デバイスモダナイゼーションの説明では、Microsoft 365の活用を支える最新デバイスとしてSurfaceシリーズなどが紹介された。2017年秋にはSurface ProのLTEモデルが提供される予定だ。Surface Hubは発売から1年で100社以上が導入し、1社で100台以上購入されるケースなどもあるようだが、リセラー制度を刷新して、1年以内に40社以上のパートナーとのビジネス拡大を目指すという。
国内で新たに本格展開するパートナープログラムとして発表されたのは「Mixed Realityパートナープログラム」だ。「広告関連や不動産業だけでなく学校や病院からの注目度も非常に高いMRについて、Mixed Realityパートナープログラム制度の本格展開によってMR販売のプロになっていただきます」と平野氏は同社のHoloLensとともに紹介した。
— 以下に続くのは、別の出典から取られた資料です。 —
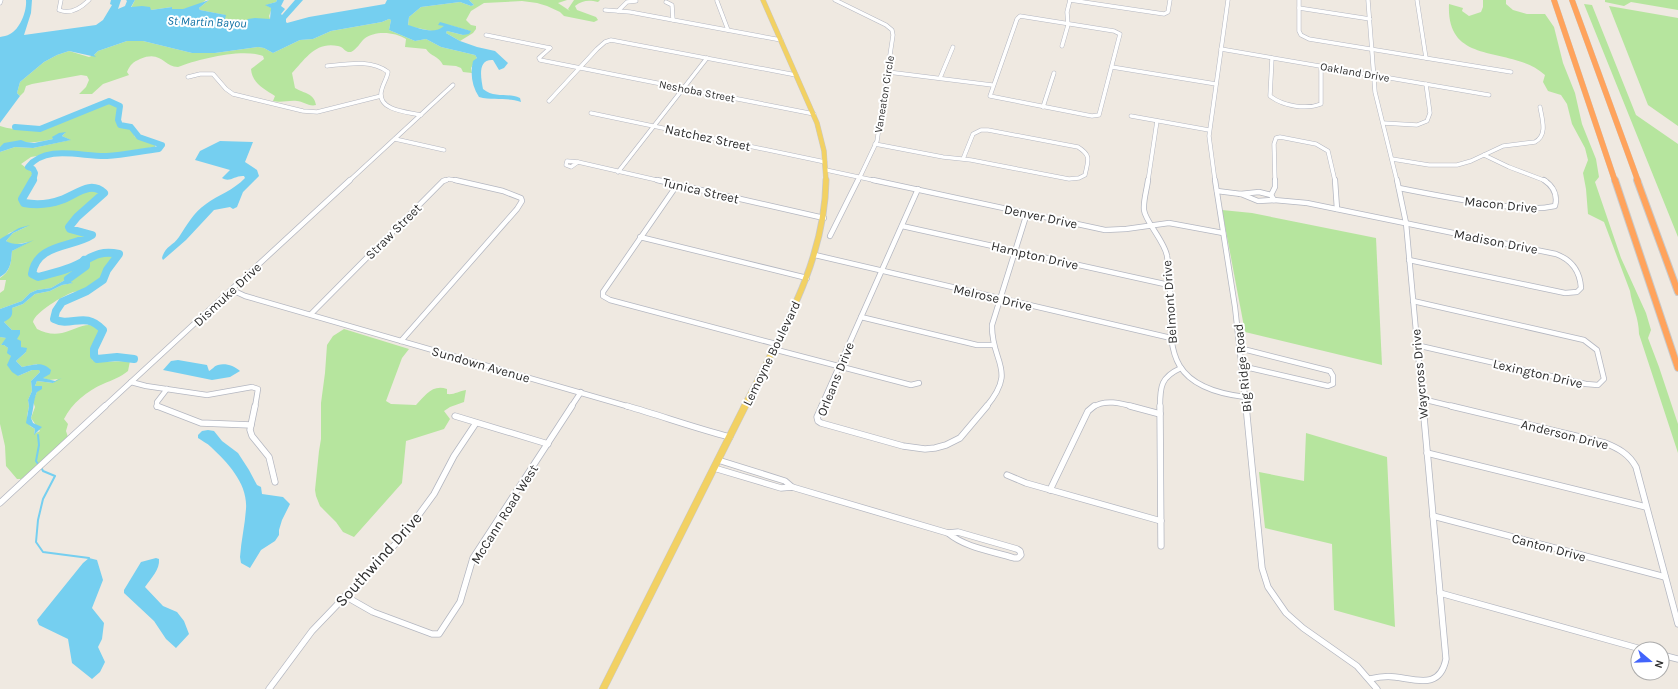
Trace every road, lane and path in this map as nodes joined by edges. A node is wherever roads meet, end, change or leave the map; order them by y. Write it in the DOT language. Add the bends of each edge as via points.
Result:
graph roads {
  1 [pos="1,0"];
  2 [pos="61,0"];
  3 [pos="89,0"];
  4 [pos="763,0"];
  5 [pos="835,0"];
  6 [pos="1070,0"];
  7 [pos="1170,0"];
  8 [pos="1228,0"];
  9 [pos="1299,0"];
  10 [pos="1368,0"];
  11 [pos="1417,0"];
  12 [pos="1554,0"];
  13 [pos="1572,0"];
  14 [pos="636,1"];
  15 [pos="717,1"];
  16 [pos="666,2"];
  17 [pos="0,3"];
  18 [pos="1299,8"];
  19 [pos="605,10"];
  20 [pos="618,11"];
  21 [pos="1370,19"];
  22 [pos="673,20"];
  23 [pos="1068,23"];
  24 [pos="728,30"];
  25 [pos="486,35"];
  26 [pos="781,40"];
  27 [pos="1062,46"];
  28 [pos="953,47"];
  29 [pos="1221,49"];
  30 [pos="1372,49"];
  31 [pos="707,58"];
  32 [pos="1272,58"];
  33 [pos="1426,58"];
  34 [pos="327,66"];
  35 [pos="1321,66"];
  36 [pos="1112,67"];
  37 [pos="580,68"];
  38 [pos="888,72"];
  39 [pos="1511,72"];
  40 [pos="1054,73"];
  41 [pos="796,75"];
  42 [pos="1374,75"];
  43 [pos="188,77"];
  44 [pos="940,78"];
  45 [pos="1216,84"];
  46 [pos="1426,84"];
  47 [pos="453,85"];
  48 [pos="992,85"];
  49 [pos="683,88"];
  50 [pos="1490,95"];
  51 [pos="381,96"];
  52 [pos="549,101"];
  53 [pos="1043,107"];
  54 [pos="1540,107"];
  55 [pos="591,113"];
  56 [pos="814,114"];
  57 [pos="422,115"];
  58 [pos="1131,116"];
  59 [pos="1157,121"];
  60 [pos="1383,123"];
  61 [pos="654,126"];
  62 [pos="1209,130"];
  63 [pos="395,140"];
  64 [pos="875,144"];
  65 [pos="444,150"];
  66 [pos="1484,155"];
  67 [pos="963,159"];
  68 [pos="1392,159"];
  69 [pos="578,162"];
  70 [pos="825,162"];
  71 [pos="826,170"];
  72 [pos="618,172"];
  73 [pos="860,177"];
  74 [pos="677,185"];
  75 [pos="1400,188"];
  76 [pos="918,189"];
  77 [pos="1217,192"];
  78 [pos="1239,194"];
  79 [pos="1271,195"];
  80 [pos="1274,200"];
  81 [pos="1337,209"];
  82 [pos="1027,213"];
  83 [pos="824,218"];
  84 [pos="1406,223"];
  85 [pos="1151,225"];
  86 [pos="902,226"];
  87 [pos="1222,233"];
  88 [pos="830,236"];
  89 [pos="640,238"];
  90 [pos="1016,251"];
  91 [pos="816,255"];
  92 [pos="1409,260"];
  93 [pos="882,270"];
  94 [pos="807,278"];
  95 [pos="1169,285"];
  96 [pos="232,290"];
  97 [pos="1678,292"];
  98 [pos="1001,299"];
  99 [pos="1413,301"];
  100 [pos="311,314"];
  101 [pos="861,317"];
  102 [pos="1171,338"];
  103 [pos="401,341"];
  104 [pos="994,345"];
  105 [pos="1416,345"];
  106 [pos="775,347"];
  107 [pos="1239,348"];
  108 [pos="839,366"];
  109 [pos="1241,366"];
  110 [pos="1181,368"];
  111 [pos="1678,368"];
  112 [pos="131,382"];
  113 [pos="919,383"];
  114 [pos="167,389"];
  115 [pos="581,392"];
  116 [pos="1245,397"];
  117 [pos="1422,399"];
  118 [pos="1160,414"];
  119 [pos="455,416"];
  120 [pos="476,422"];
  121 [pos="251,425"];
  122 [pos="730,437"];
  123 [pos="548,444"];
  124 [pos="1427,453"];
  125 [pos="718,460"];
  126 [pos="714,468"];
  127 [pos="1007,475"];
  128 [pos="275,482"];
  129 [pos="792,487"];
  130 [pos="1050,490"];
  131 [pos="2,498"];
  132 [pos="0,503"];
  133 [pos="1646,507"];
  134 [pos="1433,516"];
  135 [pos="1161,521"];
  136 [pos="948,533"];
  137 [pos="1161,546"];
  138 [pos="1665,577"];
  139 [pos="1440,593"];
  140 [pos="345,596"];
  141 [pos="1678,624"];
  142 [pos="1630,646"];
  143 [pos="1370,679"];
  144 [pos="269,689"];
  145 [pos="604,689"];
  146 [pos="1378,689"];
  1 -- 17 [label="street"];
  2 -- 3 [label="street" via="59,10 66,12 81,8"];
  4 -- 26 [label="main road, Lemoyne Boulevard"];
  5 -- 38 [label="street, Vaneaton Circle" via="892,30"];
  6 -- 7 [label="street" via="1164,14 1168,12"];
  6 -- 23 [label="street"];
  8 -- 29 [label="street, Big Ridge Road"];
  9 -- 18 [label="street"];
  10 -- 21 [label="street, Waycross Drive"];
  11 -- 33 [label="street"];
  12 -- 111 [label="highway"];
  13 -- 97 [label="highway"];
  14 -- 20 [label="street" via="627,2"];
  15 -- 24 [label="street"];
  16 -- 22 [label="street" via="672,5"];
  18 -- 21 [label="street"];
  18 -- 30 [label="street" via="1299,32 1303,36 1312,40"];
  19 -- 20 [label="street"];
  20 -- 22 [label="street"];
  21 -- 30 [label="street, Waycross Drive"];
  22 -- 24 [label="street"];
  23 -- 27 [label="street"];
  23 -- 36 [label="street" via="1118,32 1120,35"];
  23 -- 48 [label="street" via="1020,16"];
  24 -- 26 [label="street"];
  25 -- 37 [label="street, Neshoba Street" via="550,48 539,58 540,60"];
  26 -- 41 [label="main road, Lemoyne Boulevard"];
  28 -- 44 [label="street"];
  29 -- 32 [label="street, Oakland Drive"];
  29 -- 45 [label="street, Big Ridge Road"];
  30 -- 33 [label="street"];
  30 -- 42 [label="street, Waycross Drive"];
  31 -- 37 [label="street" via="610,41 602,45"];
  31 -- 41 [label="street"];
  31 -- 49 [label="street"];
  32 -- 35 [label="street, Oakland Drive"];
  32 -- 35 [label="street" via="1270,96 1278,101 1305,106 1314,107 1321,104"];
  33 -- 39 [label="street"];
  34 -- 51 [label="street" via="368,64 383,68 388,72 388,76"];
  35 -- 42 [label="street, Oakland Drive"];
  36 -- 45 [label="street"];
  36 -- 53 [label="street" via="1101,113 1095,117"];
  37 -- 49 [label="street, Neshoba Street"];
  37 -- 52 [label="street"];
  38 -- 44 [label="street"];
  38 -- 64 [label="street, Vaneaton Circle"];
  40 -- 53 [label="street"];
  41 -- 56 [label="main road, Lemoyne Boulevard"];
  42 -- 46 [label="street, Oakland Drive"];
  42 -- 60 [label="street, Waycross Drive" via="1375,92"];
  43 -- 51 [label="street" via="212,73 233,94 308,112 330,110"];
  44 -- 48 [label="street"];
  45 -- 62 [label="street, Big Ridge Road"];
  46 -- 50 [label="street, Oakland Drive"];
  46 -- 60 [label="street" via="1430,113 1428,121 1417,125"];
  47 -- 57 [label="street, Dismuke Drive"];
  48 -- 53 [label="street" via="989,95 993,98"];
  49 -- 56 [label="street, Neshoba Street"];
  49 -- 61 [label="street"];
  51 -- 57 [label="street" via="389,107"];
  54 -- 66 [label="street" via="1542,132 1538,140 1500,147"];
  55 -- 61 [label="street, Natchez Street"];
  56 -- 70 [label="main road, Lemoyne Boulevard"];
  57 -- 63 [label="street, Dismuke Drive"];
  58 -- 59 [label="street"];
  59 -- 62 [label="street"];
  59 -- 85 [label="street, Belmont Drive" via="1143,208"];
  60 -- 68 [label="street, Waycross Drive"];
  61 -- 70 [label="street, Natchez Street"];
  61 -- 72 [label="street"];
  62 -- 77 [label="street, Big Ridge Road"];
  63 -- 65 [label="street"];
  63 -- 96 [label="street, Dismuke Drive"];
  64 -- 67 [label="street"];
  64 -- 73 [label="street, Vaneaton Circle"];
  66 -- 68 [label="street" via="1470,162 1453,165"];
  66 -- 75 [label="street, Macon Drive" via="1514,170 1550,183 1554,188 1554,206 1545,209 1491,204"];
  67 -- 67 [label="street" via="1074,179 1085,175 1089,156 1078,147 981,130 973,134"];
  68 -- 75 [label="street, Waycross Drive"];
  69 -- 72 [label="street, Tunica Street"];
  70 -- 71 [label="main road, Lemoyne Boulevard"];
  71 -- 73 [label="street, Denver Drive"];
  71 -- 83 [label="main road, Lemoyne Boulevard"];
  72 -- 74 [label="street, Tunica Street"];
  73 -- 76 [label="street, Denver Drive"];
  73 -- 88 [label="street, Vaneaton Circle"];
  74 -- 83 [label="street, Tunica Street"];
  74 -- 89 [label="street"];
  75 -- 84 [label="street, Waycross Drive"];
  76 -- 82 [label="street, Denver Drive"];
  76 -- 86 [label="street, Orleans Drive"];
  77 -- 78 [label="street, Madison Drive"];
  77 -- 87 [label="street, Big Ridge Road"];
  78 -- 79 [label="street" via="1259,192"];
  78 -- 80 [label="street, Madison Drive" via="1258,201"];
  79 -- 80 [label="street"];
  79 -- 81 [label="street" via="1275,187 1276,138 1316,144 1330,153 1335,175"];
  80 -- 81 [label="street, Madison Drive"];
  81 -- 84 [label="street, Madison Drive"];
  82 -- 85 [label="street, Denver Drive" via="1105,230"];
  82 -- 90 [label="street"];
  83 -- 91 [label="main road, Lemoyne Boulevard"];
  84 -- 92 [label="street, Waycross Drive"];
  84 -- 92 [label="street, Madison Drive" via="1562,256 1575,266 1581,288 1577,292 1565,293"];
  85 -- 87 [label="street, Denver Drive" via="1175,223"];
  85 -- 95 [label="street, Belmont Drive" via="1165,250"];
  86 -- 90 [label="street, Hampton Drive"];
  86 -- 93 [label="street, Orleans Drive"];
  87 -- 107 [label="street, Big Ridge Road" via="1235,307"];
  89 -- 94 [label="street"];
  89 -- 106 [label="street" via="603,292 603,296 614,302"];
  90 -- 95 [label="street, Hampton Drive"];
  90 -- 98 [label="street"];
  91 -- 93 [label="street, Melrose Drive"];
  91 -- 94 [label="main road, Lemoyne Boulevard"];
  92 -- 99 [label="street, Waycross Drive"];
  93 -- 98 [label="street, Melrose Drive"];
  93 -- 101 [label="street, Orleans Drive"];
  94 -- 106 [label="main road, Lemoyne Boulevard"];
  95 -- 102 [label="street, Belmont Drive"];
  96 -- 100 [label="street, Sundown Avenue"];
  96 -- 112 [label="street, Dismuke Drive"];
  98 -- 102 [label="street, Melrose Drive"];
  98 -- 104 [label="street" via="992,325"];
  99 -- 105 [label="street, Waycross Drive"];
  99 -- 105 [label="street, Lexington Drive" via="1584,340 1597,350 1604,379 1598,385 1586,384"];
  100 -- 103 [label="street, Sundown Avenue"];
  100 -- 103 [label="street, Straw Street" via="443,181 452,179 523,199"];
  101 -- 104 [label="street" via="977,345"];
  101 -- 108 [label="street, Orleans Drive"];
  102 -- 110 [label="street, Belmont Drive" via="1174,357"];
  103 -- 115 [label="street, Sundown Avenue"];
  104 -- 108 [label="street, Orleans Drive" via="1002,371 999,388 961,437 949,444 933,448 905,447 818,422 817,416"];
  105 -- 117 [label="street, Waycross Drive"];
  106 -- 108 [label="street"];
  106 -- 122 [label="main road, Lemoyne Boulevard"];
  107 -- 109 [label="street, Big Ridge Road"];
  107 -- 109 [label="street" via="1330,371 1333,376 1332,384 1328,386"];
  108 -- 113 [label="street" via="911,385"];
  109 -- 116 [label="street, Big Ridge Road"];
  110 -- 116 [label="street, Belmont Drive" via="1197,383 1210,389"];
  110 -- 118 [label="street" via="1169,374 1163,381"];
  112 -- 114 [label="street"];
  112 -- 131 [label="street, Dismuke Drive"];
  114 -- 121 [label="street" via="157,402 157,407 201,423"];
  114 -- 121 [label="street" via="211,395 256,388 259,391"];
  115 -- 122 [label="street, Sundown Avenue"];
  115 -- 123 [label="street, McCann Road West"];
  116 -- 143 [label="street, Big Ridge Road" via="1262,568 1268,587 1279,605 1294,621 1352,662"];
  117 -- 124 [label="street, Waycross Drive"];
  117 -- 133 [label="street, Anderson Drive" via="1612,445 1633,461"];
  118 -- 130 [label="street" via="1110,402 1095,405 1088,411"];
  118 -- 135 [label="street"];
  119 -- 120 [label="street"];
  120 -- 123 [label="street"];
  120 -- 140 [label="street, Southwind Drive" via="434,494 409,528"];
  121 -- 128 [label="street" via="251,433 269,457"];
  122 -- 125 [label="main road, Lemoyne Boulevard"];
  123 -- 140 [label="street, McCann Road West" via="473,558 465,591 439,634 432,634 373,612"];
  124 -- 133 [label="street"];
  124 -- 134 [label="street, Waycross Drive"];
  125 -- 126 [label="main road, Lemoyne Boulevard"];
  125 -- 129 [label="street" via="785,481"];
  126 -- 129 [label="street" via="780,488"];
  126 -- 145 [label="main road, Lemoyne Boulevard"];
  127 -- 130 [label="street"];
  129 -- 136 [label="street"];
  130 -- 135 [label="street"];
  131 -- 132 [label="street, Dismuke Drive"];
  133 -- 138 [label="street, Anderson Drive"];
  134 -- 138 [label="street, Canton Drive"];
  134 -- 139 [label="street, Waycross Drive"];
  135 -- 137 [label="street"];
  136 -- 136 [label="street" via="963,543 1014,558 1021,556 1017,549 958,532"];
  138 -- 141 [label="street, Anderson Drive"];
  139 -- 142 [label="street"];
  139 -- 143 [label="street, Waycross Drive" via="1446,659 1444,672 1440,677 1421,683 1388,676"];
  140 -- 144 [label="street, Southwind Drive" via="312,631"];
  143 -- 146 [label="street, Big Ridge Road"];
}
このほか、2020年1月14日に延長サポートが終了するWindows 7と、2020年10月13日に延長サポートが終了するOffice 2010について、サポート終了に向けた活動を開始することもアナウンスされた。
各パートナー部門をパートナー事業本部に統合し一本化
日本マイクロソフトの注力分野の最後の一つであるインダストリーイノベーションにおいては、金融、流通・サービス、製造、政府・自治体、教育、ヘルスケアなど全域にわたってデジタルトランスフォーメーションを推進していく。その例として平野氏は、トヨタ自動車やフジテレビジョン、第一生命保険、小松製作所などが、そのサービスの基盤にAzureを採用していることを挙げてアピールした。
実際のパートナー事例として、北國銀行とFIXERによるAzureを利用したインターネットバンキング構築、ソフトバンク・テクノロジーとミツフジによるIoTサービス基盤としてのAzureなどが紹介された。AI基盤としてのAzure採用の例としては、エイベックス・グループ・ホールディングスによるライブ来場者の表情から感情を数値化する試みや、Preferred Networksが提供する深層学習商材とAzureとの組み合わせなどについて、それぞれの企業の担当者が登壇して説明を行った。
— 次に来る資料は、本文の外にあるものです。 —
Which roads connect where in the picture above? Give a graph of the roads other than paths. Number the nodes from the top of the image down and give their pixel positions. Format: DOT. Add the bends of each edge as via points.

統合されたパートナー事業本部についても言及された。パートナー事業本部は、従来、八つほど存在したパートナー関連部門を一つにまとめたもの。日本マイクロソフトのパートナー事業本部の本部長に就任した高橋美波氏は、「パートナー事業本部は、『Build-with』(パートナーとソリューションを開発する)、『Go-to-Market』(パートナーのソリューションを広める)、『Sell-with』(パートナーと販売する)という三つの機能を統合させています」と説明する。
同事業本部ではPartner Successを追求するために、AIやMRの最新動向の紹介、各種のトレーニングの提供、マーケティング支援やリソースを用意するという。